What Is the OSI Model?

The Open Systems Interconnection model (OSI model) is a conceptual model to help visualize a computerized network. Made up of seven layers, it represents the distinct levels that make up an end-to-end computing system. In the spirit of promoting open interoperability, the model is intended to represent a universal standard that’s agnostic to a specific technology or vendor.

The OSI Model was co-conceived by International Organization for Standardization (ISO) and Internet Engineering Task Force (IETF) and first published in 1984. It has since been redefined as ISO/IEC 7498-1:1994. Although the OSI Model has been around for decades, it’s still referenced quite often.
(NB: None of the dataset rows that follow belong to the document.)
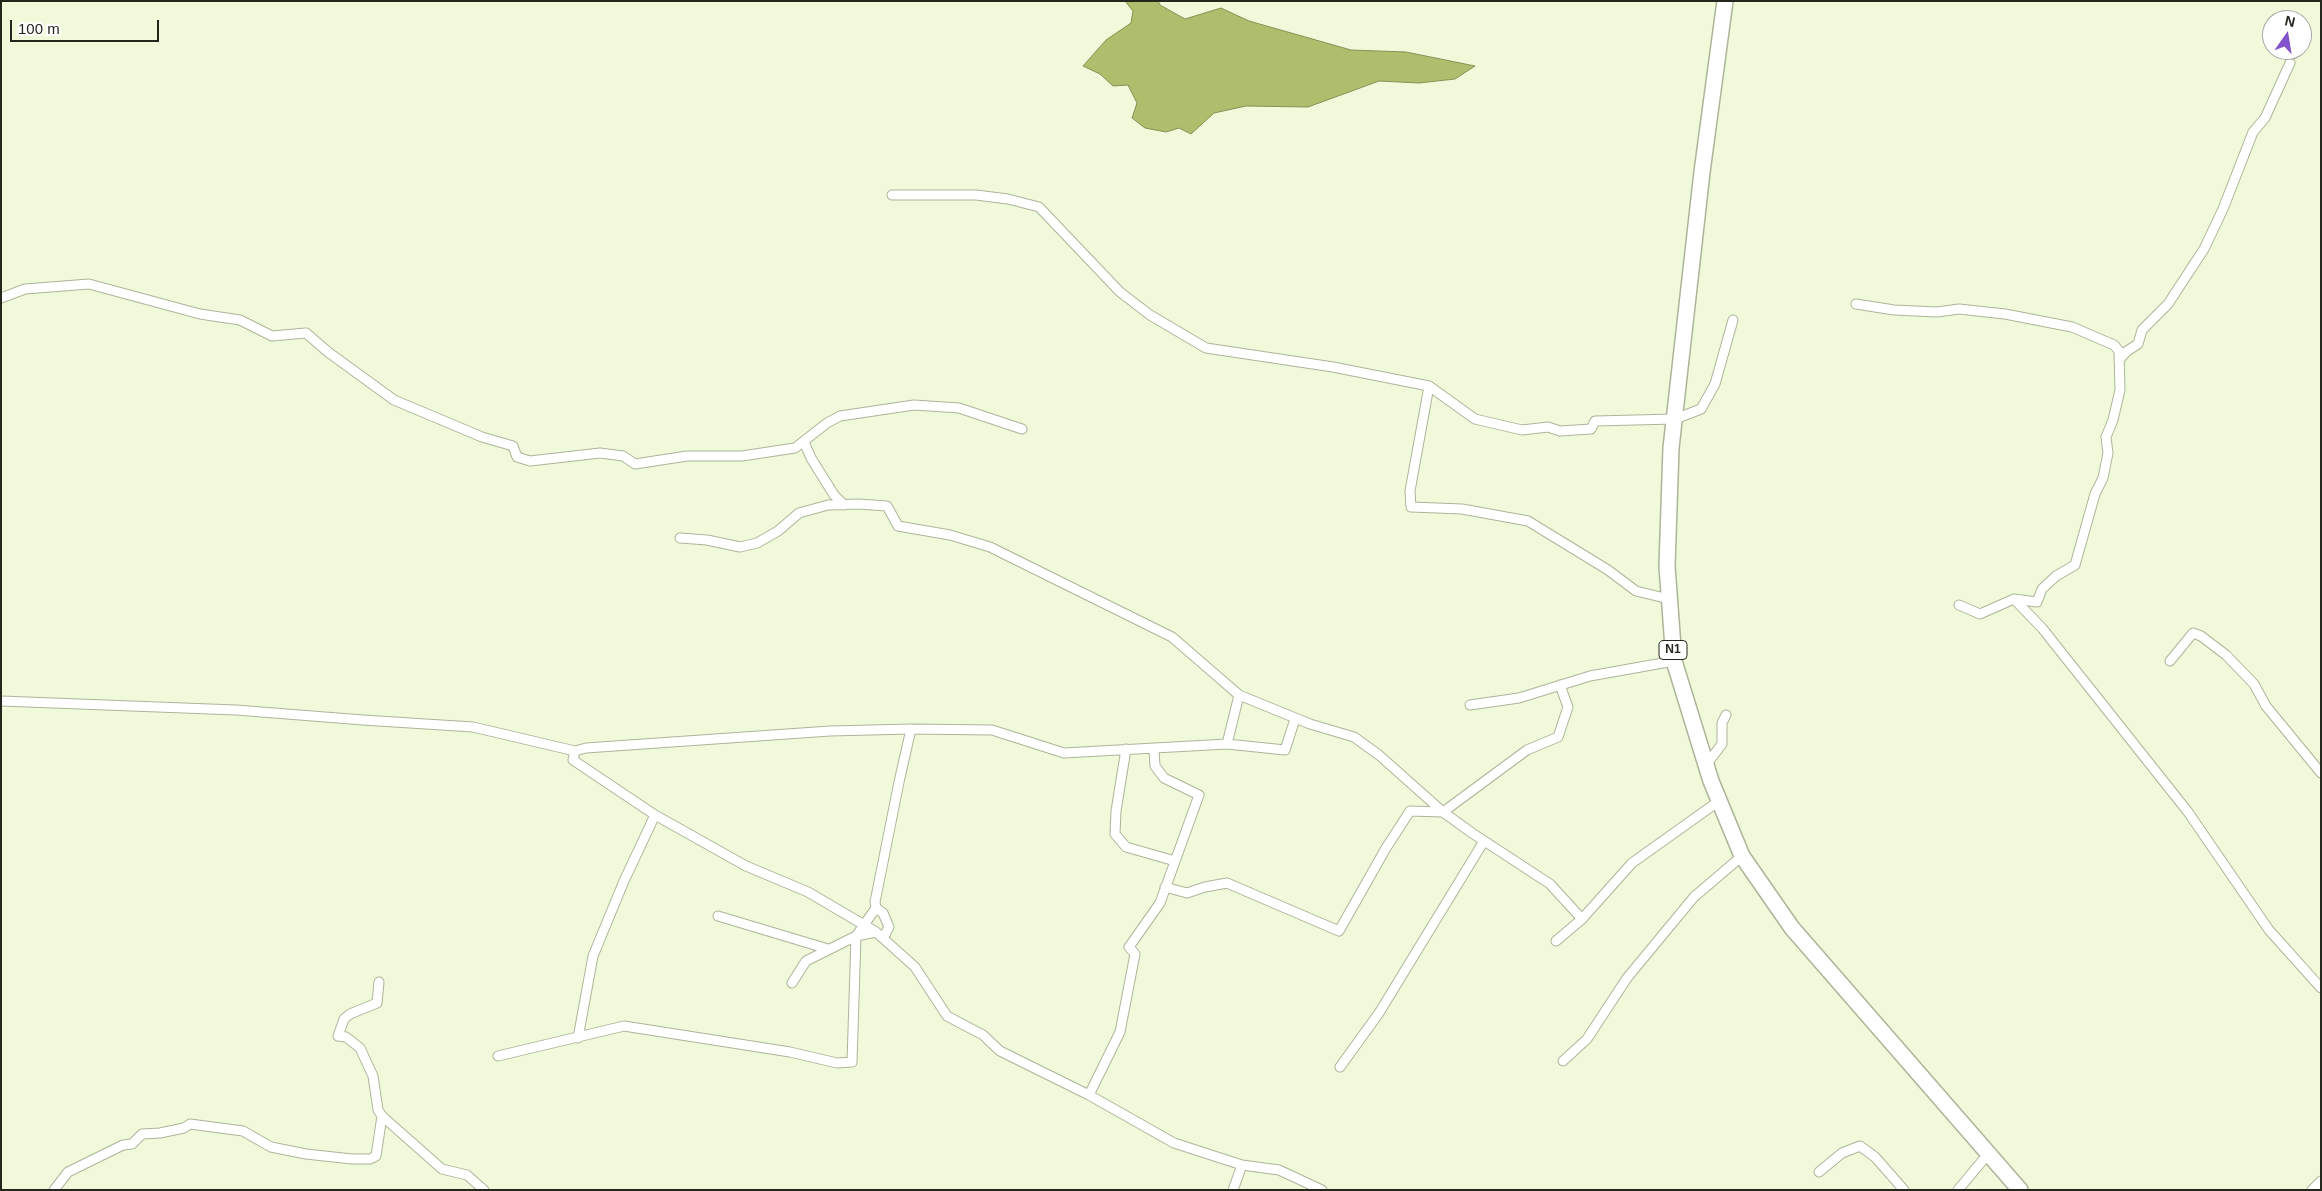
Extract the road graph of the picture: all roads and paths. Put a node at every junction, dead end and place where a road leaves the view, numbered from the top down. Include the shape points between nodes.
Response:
1 (1725, 1) edge
2 (2290, 63) dead end
3 (892, 195) dead end
4 (1, 298) edge
5 (1856, 304) dead end
6 (1733, 320) dead end
7 (2120, 360) junction
8 (1429, 386) junction
9 (1675, 419) junction
10 (1022, 429) dead end
11 (804, 442) junction
12 (844, 505) junction
13 (680, 538) dead end
14 (2014, 598) junction
15 (1669, 599) junction
16 (1959, 604) dead end
17 (1674, 661) junction
18 (2170, 661) dead end
19 (1560, 685) junction
20 (1239, 695) junction
21 (1, 701) edge
22 (1470, 705) dead end
23 (1726, 715) dead end
24 (1295, 719) junction
25 (911, 729) junction
26 (1227, 744) junction
27 (1126, 749) junction
28 (1154, 749) junction
29 (575, 751) junction
30 (1706, 765) junction
31 (2321, 772) edge
32 (1719, 801) junction
33 (1443, 812) junction
34 (655, 815) junction
35 (1484, 841) junction
36 (1742, 856) junction
37 (1175, 861) junction
38 (1165, 887) junction
39 (876, 908) junction
40 (718, 916) dead end
41 (1582, 920) junction
42 (865, 926) junction
43 (880, 935) junction
44 (856, 936) junction
45 (1556, 941) dead end
46 (828, 949) junction
47 (379, 982) dead end
48 (792, 983) dead end
49 (2321, 988) edge
50 (578, 1038) junction
51 (498, 1056) dead end
52 (1563, 1061) dead end
53 (1340, 1067) dead end
54 (1089, 1096) junction
55 (382, 1116) junction
56 (1988, 1154) junction
57 (1242, 1165) junction
58 (1819, 1172) dead end
59 (2321, 1181) edge
60 (54, 1190) edge
61 (484, 1190) edge
62 (1234, 1190) edge
63 (1322, 1190) edge
64 (1904, 1190) edge
65 (1958, 1190) edge
66 (2020, 1190) edge
67 (2312, 1190) edge

1 - 9 highway, N1 via 1702,172
2 - 7 street via 2265,118 2253,132 2204,249 2168,304 2142,330 2138,344
3 - 8 street via 976,195 1040,208 1120,292 1150,315 1206,348 1333,367
4 - 11 street via 25,289 89,284 200,314 240,320 272,336 306,333 394,400 482,437 513,446 517,457 530,461 600,453 623,456 635,464 687,456 742,456 795,448
5 - 7 street via 1894,310 1936,312 1959,309 2006,314 2072,327 2114,345 2120,351
6 - 9 street via 1714,384 1701,409
7 - 14 street via 2120,390 2114,420 2106,437 2108,453 2103,478 2095,494 2075,565 2042,589 2037,602
8 - 9 street via 1475,418 1522,430 1548,427 1560,431 1591,429 1595,422
8 - 15 street via 1410,490 1411,508 1462,510 1528,522 1608,570 1636,591
9 - 15 highway, N1 via 1667,566
10 - 11 street via 959,408 914,405 840,416
11 - 12 street via 834,495
12 - 13 street via 828,505 799,513 778,532 740,547
12 - 20 street via 887,506 898,526 950,535 1007,556 1172,637
14 - 16 street via 1980,614
14 - 49 street via 2140,748 2254,910
15 - 17 highway, N1
17 - 19 street via 1590,676
17 - 30 highway, N1
18 - 31 street via 2193,634 2214,646 2254,684 2266,706
19 - 22 street via 1519,698
19 - 33 street via 1568,707 1558,737 1527,750
20 - 24 street
20 - 26 street
21 - 29 street via 236,710 473,726
23 - 30 street via 1722,723 1722,744
24 - 26 street via 1285,750
24 - 33 street via 1354,737
25 - 27 street via 992,730 1064,753
25 - 29 street via 810,732
25 - 39 street
26 - 28 street
27 - 28 street
27 - 37 street via 1115,834 1126,847
28 - 37 street via 1155,766 1164,778 1199,795
29 - 34 street via 572,760
30 - 32 highway, N1
32 - 36 highway, N1
32 - 41 street via 1632,863
33 - 35 street
33 - 38 street via 1410,812 1339,931 1227,883 1187,893
34 - 42 street via 746,866 808,892
34 - 50 street via 593,956
35 - 41 street via 1550,884
35 - 53 street via 1384,1005
36 - 52 street via 1694,897 1627,978 1587,1039
36 - 56 highway, N1 via 1792,928
37 - 38 street
38 - 54 street via 1160,903 1129,947 1135,954 1120,1032
39 - 42 street
39 - 43 street via 883,913 890,927
40 - 46 street
41 - 45 street
42 - 43 street
42 - 44 street
43 - 44 street
43 - 54 street via 916,967 947,1016 983,1035 1000,1050
44 - 46 street
44 - 50 street via 852,1062 837,1063 790,1052 624,1026
46 - 48 street via 806,961
47 - 55 street via 377,1003 344,1019 338,1036 346,1037 360,1048 367,1060
50 - 51 street
54 - 57 street via 1174,1143
55 - 60 street via 376,1156 370,1158 306,1154 271,1147 243,1131 190,1124 160,1133 142,1134 132,1144 123,1145 68,1172
55 - 61 street via 442,1169 467,1175
56 - 65 street
56 - 66 highway, N1
57 - 62 street
57 - 63 street via 1279,1170
58 - 64 street via 1842,1154 1860,1146 1875,1157
59 - 67 street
The Seven OSI Model Layers

The OSI Model is split into seven abstraction layers: Physical, data link, network, transport, session, presentation and application. You can think of the bottom one, Layer 1 (the physical layer), as the closest to the most rudimentary electrical connections. The farther up you rise, the closer you get to Layer 7 (application layer), which is the most user-facing category.

1. Physical Layer

The physical layer, Layer 1, represents the lowest level of data transmission. This category refers to raw unstructured data bits—and the process of converting them into electrical signals for a device to read. “Physical” hardware like network hubs, modems, adapters, cabling and network controllers work in this layer. Bluetooth, Ethernet and USB describe physical layer specifications.

2. Data Link Layer

The data link layer deals with data packaged into frames. Technologies in this layer assist in node-to-node data transfer, and the protocols here describe how to establish and terminate a connection and how the connection should flow. The data link layer is further divided into two sublayers: Media access control (MAC), responsible for how nodes connect with one another, and logical link control (LLC), which checks for errors and orchestrates the frame flow and synchronization. An example data link layer protocol is Point-to-Point Protocol (PPP). MACsec also can work to apply encryption at this layer.

3. Network Layer

The network layer is responsible for sending and receiving data frames structured in packets. Technologies in the networking layer use routers to send packets to nodes on different networks. The network layer might split or fragment the message if it exceeds the maximum network packet sizes. You’re probably familiar with the network layer if you’ve looked up your IP address—the network layer uses the IP protocol (or other logical protocols) to find locations. Such protocols specify a message along with the address of the intended recipient node.

4. Transport Layer

The transport layer deals with the transmission of data segments, which are sequences of data at variable lengths. The goal of the transport layer is to optimize data transmission by performing data segmentation and adjusting the size of the package or the rate of transmission. Transport layer protocols include TCP and UDP. Tunneling protocols also operate at the transport layer. The OSI Model also defines five classes of the connection-mode transport protocol.

5. Session Layer

The session layer handles the communications between two or more computers. Protocols here are used to create a “session” between entities, which is common in applications that use remote procedure calls. The session layer handles the connection and authentication between a client or server, including actions like logon, look up, log off or session termination. DNS, along with name resolution protocols, operate in the session layer.

6. Presentation Layer

The presentation layer is about data translation and formatting. In this layer, protocols handle things like encryption, decryption, compression and decompression. The goal of the presentation layer is to transform data in such a way that it can be sent over a network in syntax that fits the constructs specified by the application layer. For example, technologies that serialize data structures to XML or JSON can be thought of as working for the presentation layer. This sort of data translates into what is graphically displayed for the end-user.

7. Application Layer

The application layer is the top layer of the OSI Model and sits closest to the end-user application. User-facing software directly interacts with the application layer through functions like file sharing, message handling or database access. High-level protocols such as HTTP and FTP are used in this layer to share resources. Web browsers and email clients are examples of applications that interact with the application layer.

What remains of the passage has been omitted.